**The problem:** The answer must consist of every line from the entries that holds the word "Nodes".

Dataset entries:
◆ ◆ ◆ ◆ ◆ ◆ ◆

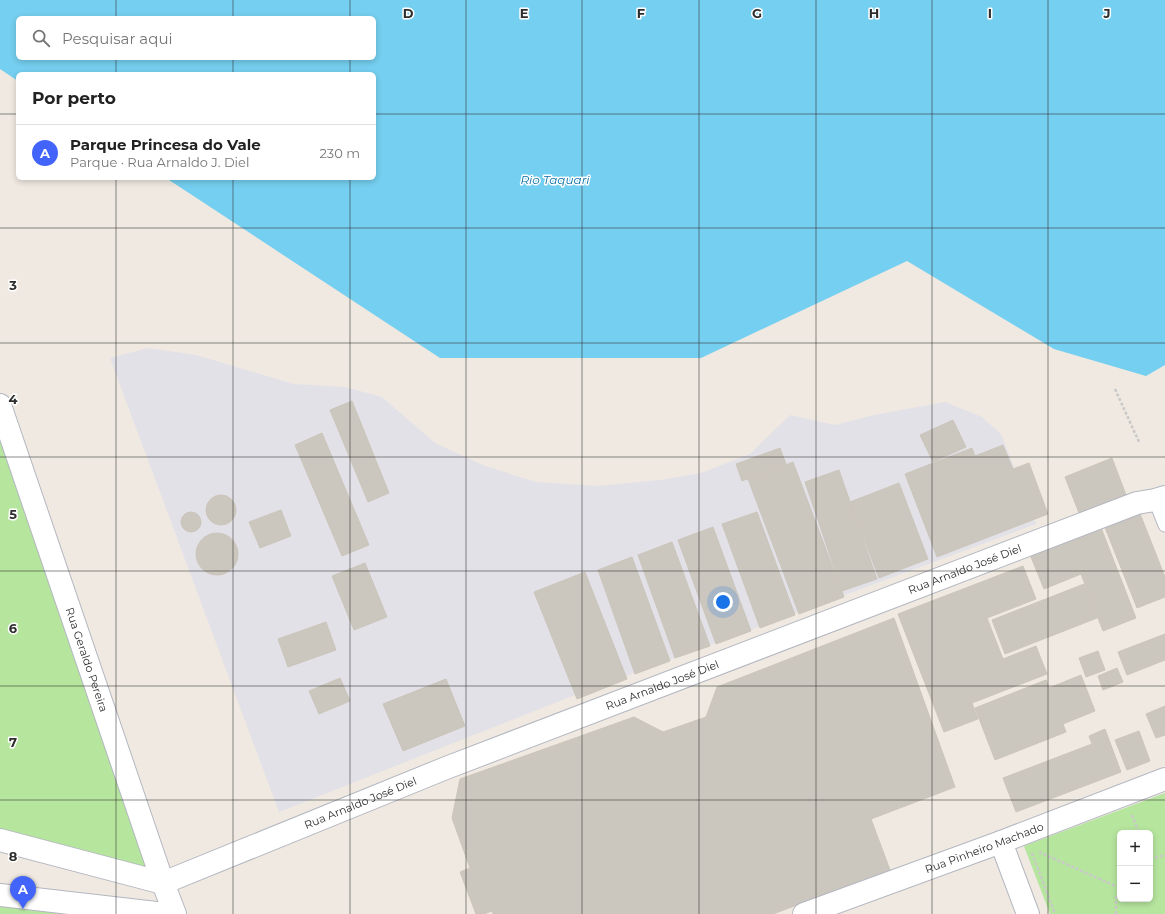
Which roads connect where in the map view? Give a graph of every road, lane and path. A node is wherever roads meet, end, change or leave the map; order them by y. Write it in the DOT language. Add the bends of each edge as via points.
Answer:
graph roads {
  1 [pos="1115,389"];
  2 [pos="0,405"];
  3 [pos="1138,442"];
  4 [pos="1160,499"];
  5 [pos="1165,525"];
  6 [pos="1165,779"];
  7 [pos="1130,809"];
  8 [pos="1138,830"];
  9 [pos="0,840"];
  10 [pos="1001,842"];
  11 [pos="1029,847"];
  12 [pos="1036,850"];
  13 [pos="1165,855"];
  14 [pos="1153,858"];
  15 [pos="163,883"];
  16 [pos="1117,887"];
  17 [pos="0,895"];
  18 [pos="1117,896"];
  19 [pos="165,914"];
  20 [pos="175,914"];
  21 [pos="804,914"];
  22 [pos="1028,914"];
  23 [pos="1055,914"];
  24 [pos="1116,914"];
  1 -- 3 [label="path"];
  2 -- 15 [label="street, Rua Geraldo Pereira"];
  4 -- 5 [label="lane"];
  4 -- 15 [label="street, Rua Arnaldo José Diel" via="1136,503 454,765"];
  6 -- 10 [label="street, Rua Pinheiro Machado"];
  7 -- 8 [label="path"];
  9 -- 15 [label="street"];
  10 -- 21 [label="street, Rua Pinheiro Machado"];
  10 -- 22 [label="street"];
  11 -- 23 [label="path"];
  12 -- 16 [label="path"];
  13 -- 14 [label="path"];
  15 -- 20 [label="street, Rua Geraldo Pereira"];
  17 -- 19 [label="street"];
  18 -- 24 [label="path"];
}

◆ ◆ ◆ ◆ ◆ ◆ ◆

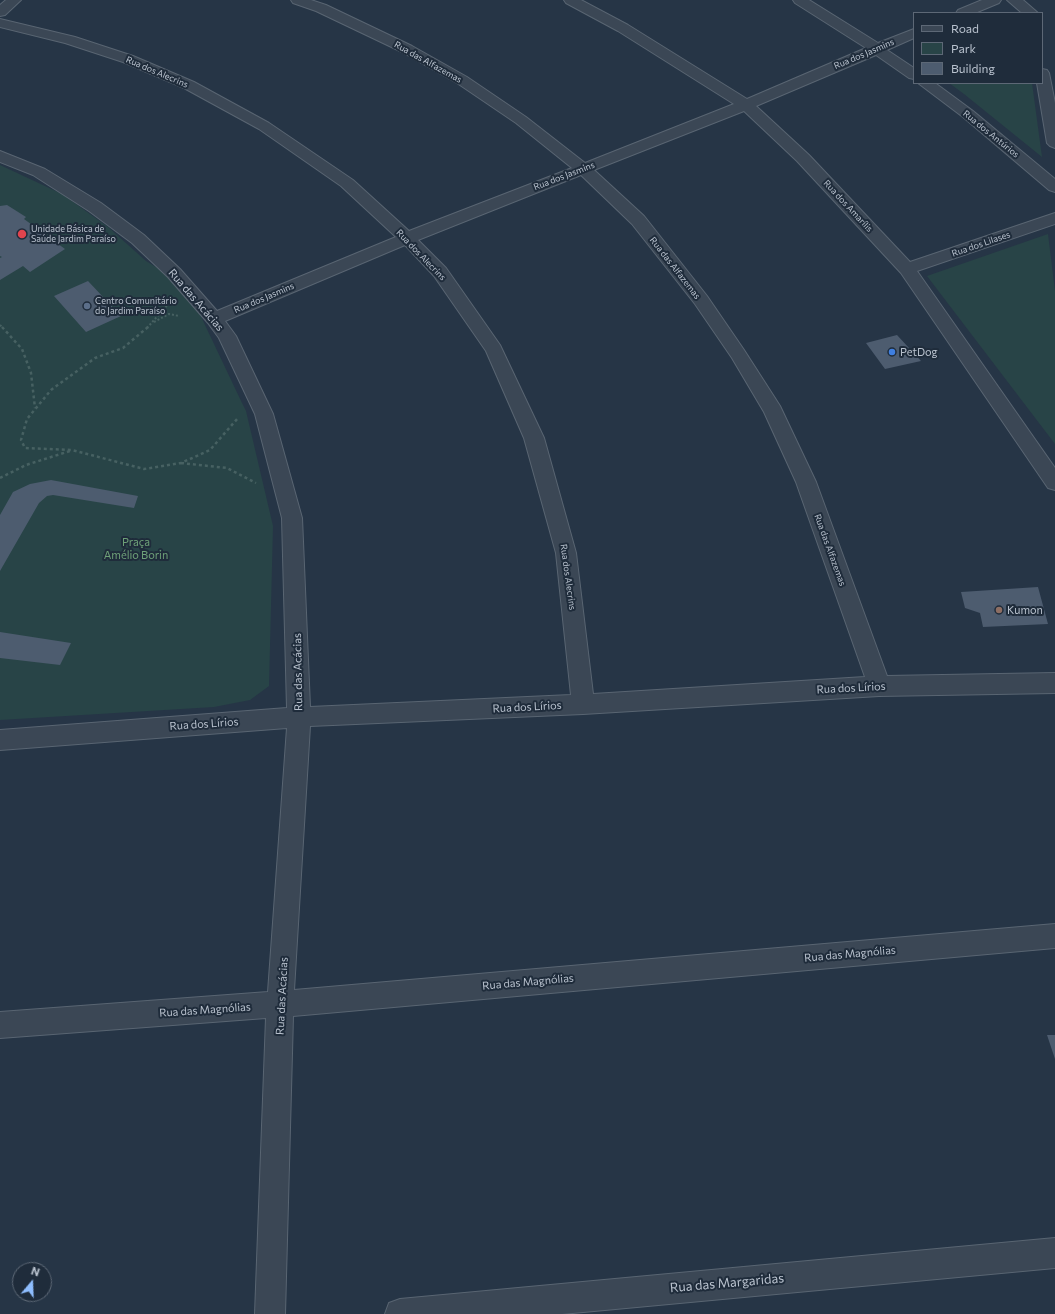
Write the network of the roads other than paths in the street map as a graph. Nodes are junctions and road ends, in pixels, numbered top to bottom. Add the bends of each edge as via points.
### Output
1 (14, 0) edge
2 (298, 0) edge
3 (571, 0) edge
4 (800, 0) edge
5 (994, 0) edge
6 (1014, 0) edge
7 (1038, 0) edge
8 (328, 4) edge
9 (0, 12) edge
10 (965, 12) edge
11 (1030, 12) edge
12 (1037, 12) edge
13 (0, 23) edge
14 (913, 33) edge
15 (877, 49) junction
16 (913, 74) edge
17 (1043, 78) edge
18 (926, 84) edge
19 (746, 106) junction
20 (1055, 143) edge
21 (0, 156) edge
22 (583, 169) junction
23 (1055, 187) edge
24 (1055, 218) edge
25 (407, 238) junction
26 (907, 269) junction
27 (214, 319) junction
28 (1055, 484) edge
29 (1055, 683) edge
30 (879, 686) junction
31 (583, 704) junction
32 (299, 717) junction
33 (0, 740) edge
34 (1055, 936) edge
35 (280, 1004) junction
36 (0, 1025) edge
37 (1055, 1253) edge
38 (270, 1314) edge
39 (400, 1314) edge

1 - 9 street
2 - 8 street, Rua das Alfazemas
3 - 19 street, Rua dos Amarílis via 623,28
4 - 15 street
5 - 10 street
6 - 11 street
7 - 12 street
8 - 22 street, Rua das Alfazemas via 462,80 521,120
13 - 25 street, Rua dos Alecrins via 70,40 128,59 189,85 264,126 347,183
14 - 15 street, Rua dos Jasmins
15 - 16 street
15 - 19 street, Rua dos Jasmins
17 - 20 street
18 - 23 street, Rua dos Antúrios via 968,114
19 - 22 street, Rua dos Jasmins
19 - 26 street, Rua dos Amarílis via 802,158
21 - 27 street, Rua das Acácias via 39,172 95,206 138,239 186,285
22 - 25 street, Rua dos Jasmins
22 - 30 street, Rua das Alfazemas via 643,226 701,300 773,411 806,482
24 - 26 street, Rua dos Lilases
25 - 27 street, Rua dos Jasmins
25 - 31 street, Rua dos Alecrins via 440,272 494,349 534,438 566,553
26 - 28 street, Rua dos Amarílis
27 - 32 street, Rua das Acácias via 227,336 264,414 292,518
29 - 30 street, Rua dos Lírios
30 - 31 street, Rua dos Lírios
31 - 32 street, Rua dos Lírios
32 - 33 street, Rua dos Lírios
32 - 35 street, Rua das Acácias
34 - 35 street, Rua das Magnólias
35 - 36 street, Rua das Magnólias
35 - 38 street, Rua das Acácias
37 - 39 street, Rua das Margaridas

◆ ◆ ◆ ◆ ◆ ◆ ◆

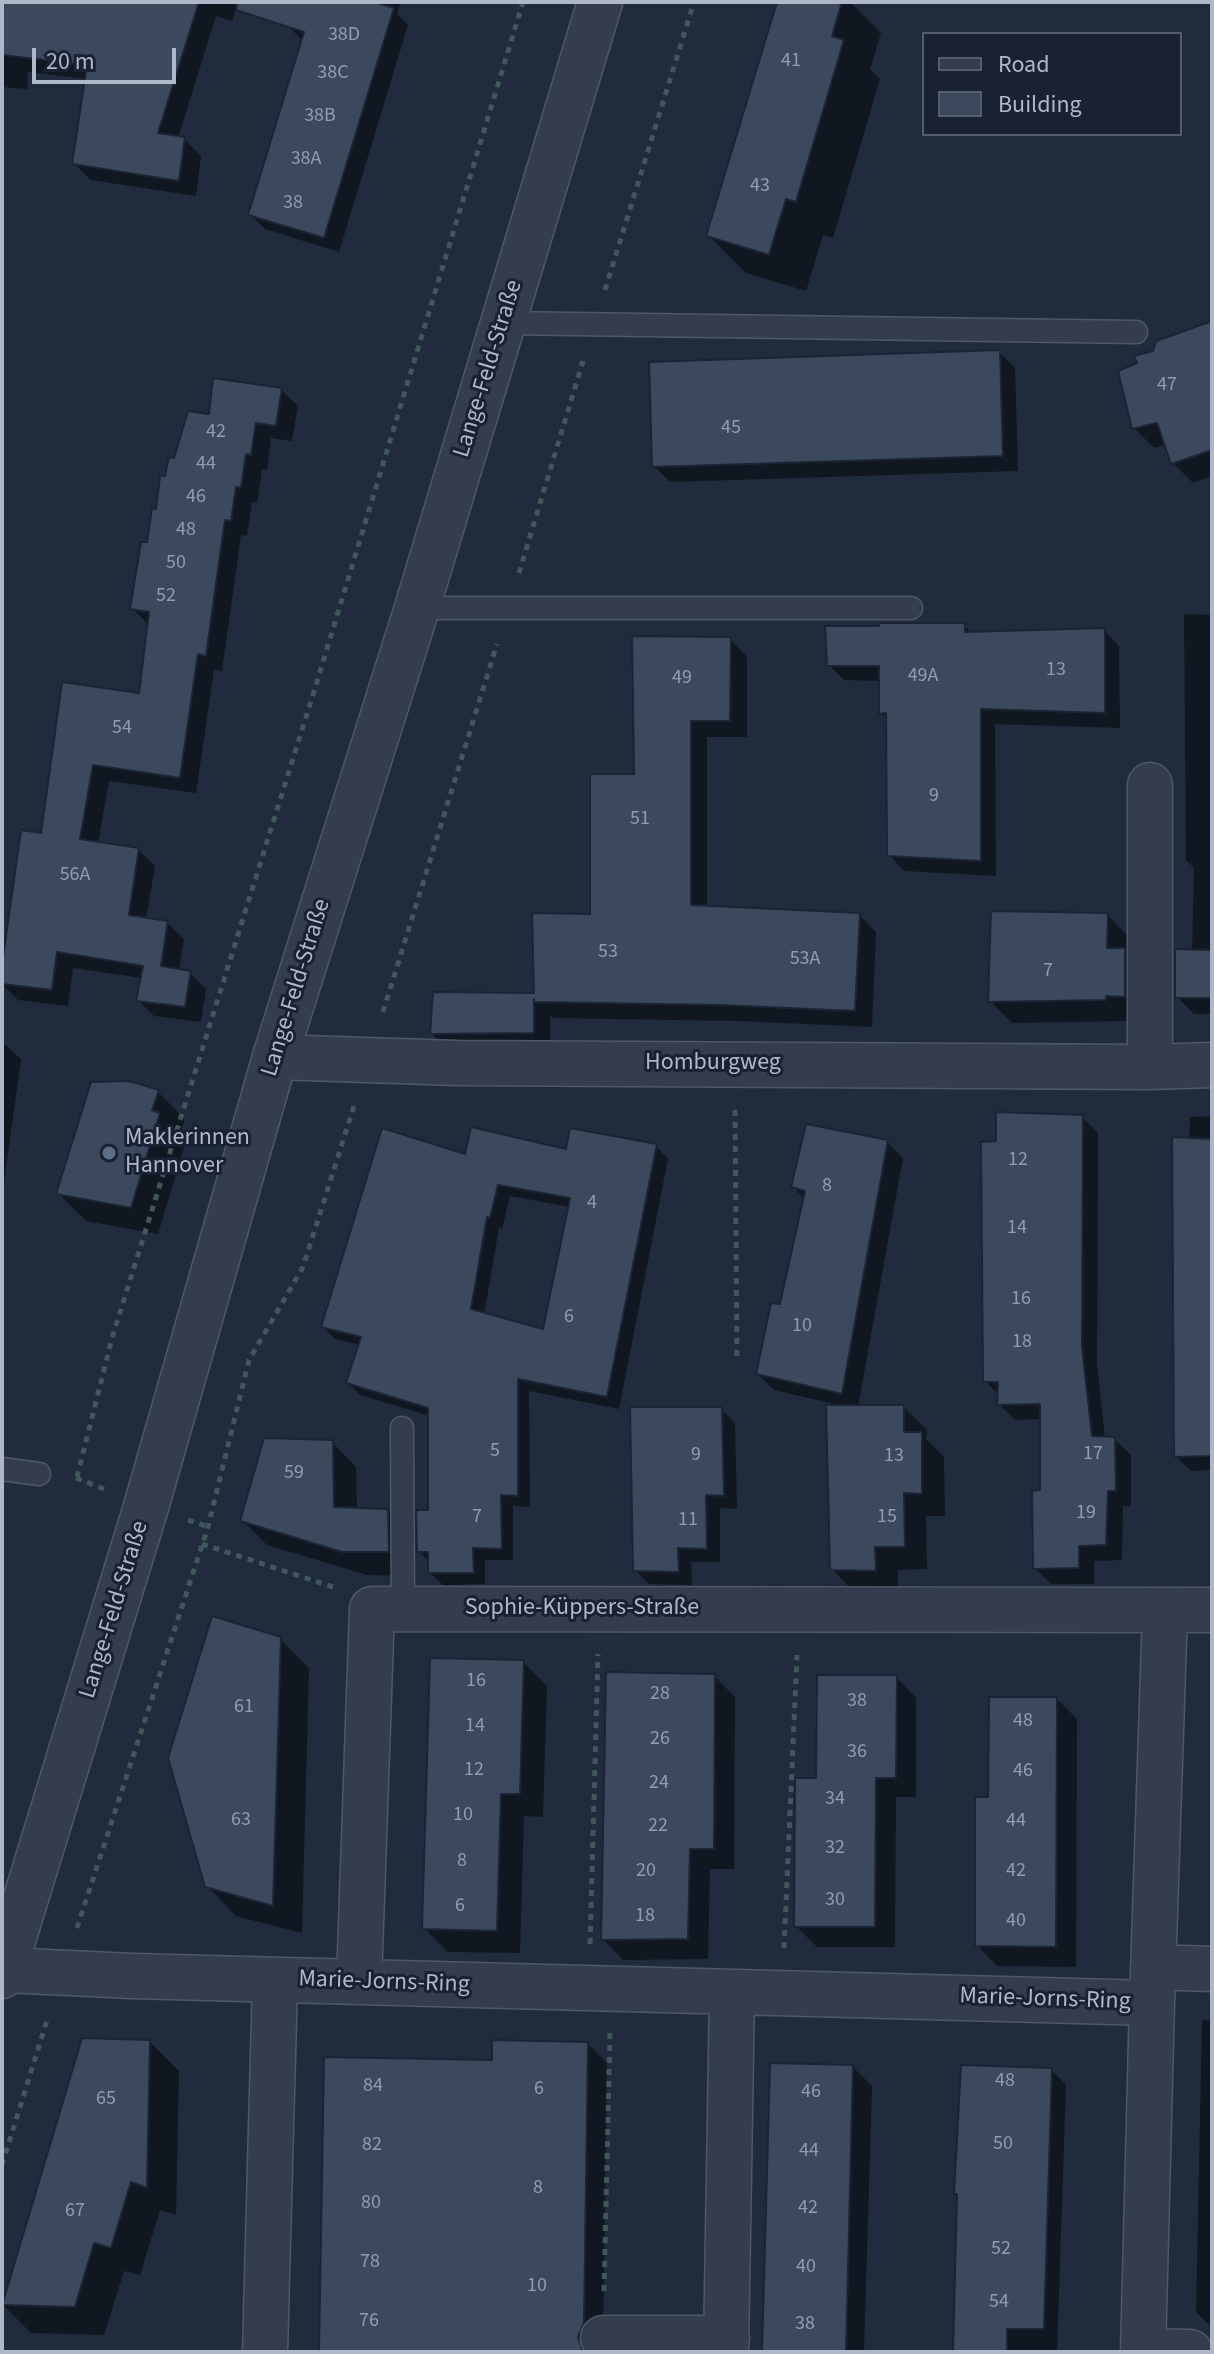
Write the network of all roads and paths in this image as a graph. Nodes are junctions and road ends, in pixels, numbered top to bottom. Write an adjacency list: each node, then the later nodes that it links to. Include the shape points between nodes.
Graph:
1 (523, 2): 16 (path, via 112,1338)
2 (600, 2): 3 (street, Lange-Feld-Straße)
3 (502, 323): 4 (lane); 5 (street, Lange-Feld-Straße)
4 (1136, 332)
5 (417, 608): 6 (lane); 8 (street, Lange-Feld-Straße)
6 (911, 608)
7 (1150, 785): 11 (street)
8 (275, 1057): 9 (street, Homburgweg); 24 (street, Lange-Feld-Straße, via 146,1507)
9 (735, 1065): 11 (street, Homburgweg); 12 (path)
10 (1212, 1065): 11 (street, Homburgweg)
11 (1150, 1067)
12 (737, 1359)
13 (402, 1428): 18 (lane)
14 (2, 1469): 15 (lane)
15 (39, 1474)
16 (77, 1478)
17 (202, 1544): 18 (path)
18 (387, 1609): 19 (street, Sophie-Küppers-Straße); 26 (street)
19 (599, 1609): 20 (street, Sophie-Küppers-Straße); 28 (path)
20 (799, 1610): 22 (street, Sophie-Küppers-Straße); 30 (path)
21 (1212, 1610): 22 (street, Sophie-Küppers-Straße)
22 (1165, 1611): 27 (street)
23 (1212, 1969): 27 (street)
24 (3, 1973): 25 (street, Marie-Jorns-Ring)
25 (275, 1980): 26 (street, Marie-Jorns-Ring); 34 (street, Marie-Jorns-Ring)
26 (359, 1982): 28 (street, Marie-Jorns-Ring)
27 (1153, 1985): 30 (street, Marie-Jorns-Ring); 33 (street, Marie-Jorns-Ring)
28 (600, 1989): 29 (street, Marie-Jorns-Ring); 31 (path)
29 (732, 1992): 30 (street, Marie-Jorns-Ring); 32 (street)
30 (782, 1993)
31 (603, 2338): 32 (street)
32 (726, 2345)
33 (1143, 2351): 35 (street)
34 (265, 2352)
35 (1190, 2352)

◆ ◆ ◆ ◆ ◆ ◆ ◆

**Exercise answer:**
Write the network of the roads other than paths in the street map as a graph. Nodes are junctions and road ends, in pixels, numbered top to bottom. Add the bends of each edge as via points.
Write the network of all roads and paths in this image as a graph. Nodes are junctions and road ends, in pixels, numbered top to bottom. Write an adjacency list: each node, then the later nodes that it links to. Include the shape points between nodes.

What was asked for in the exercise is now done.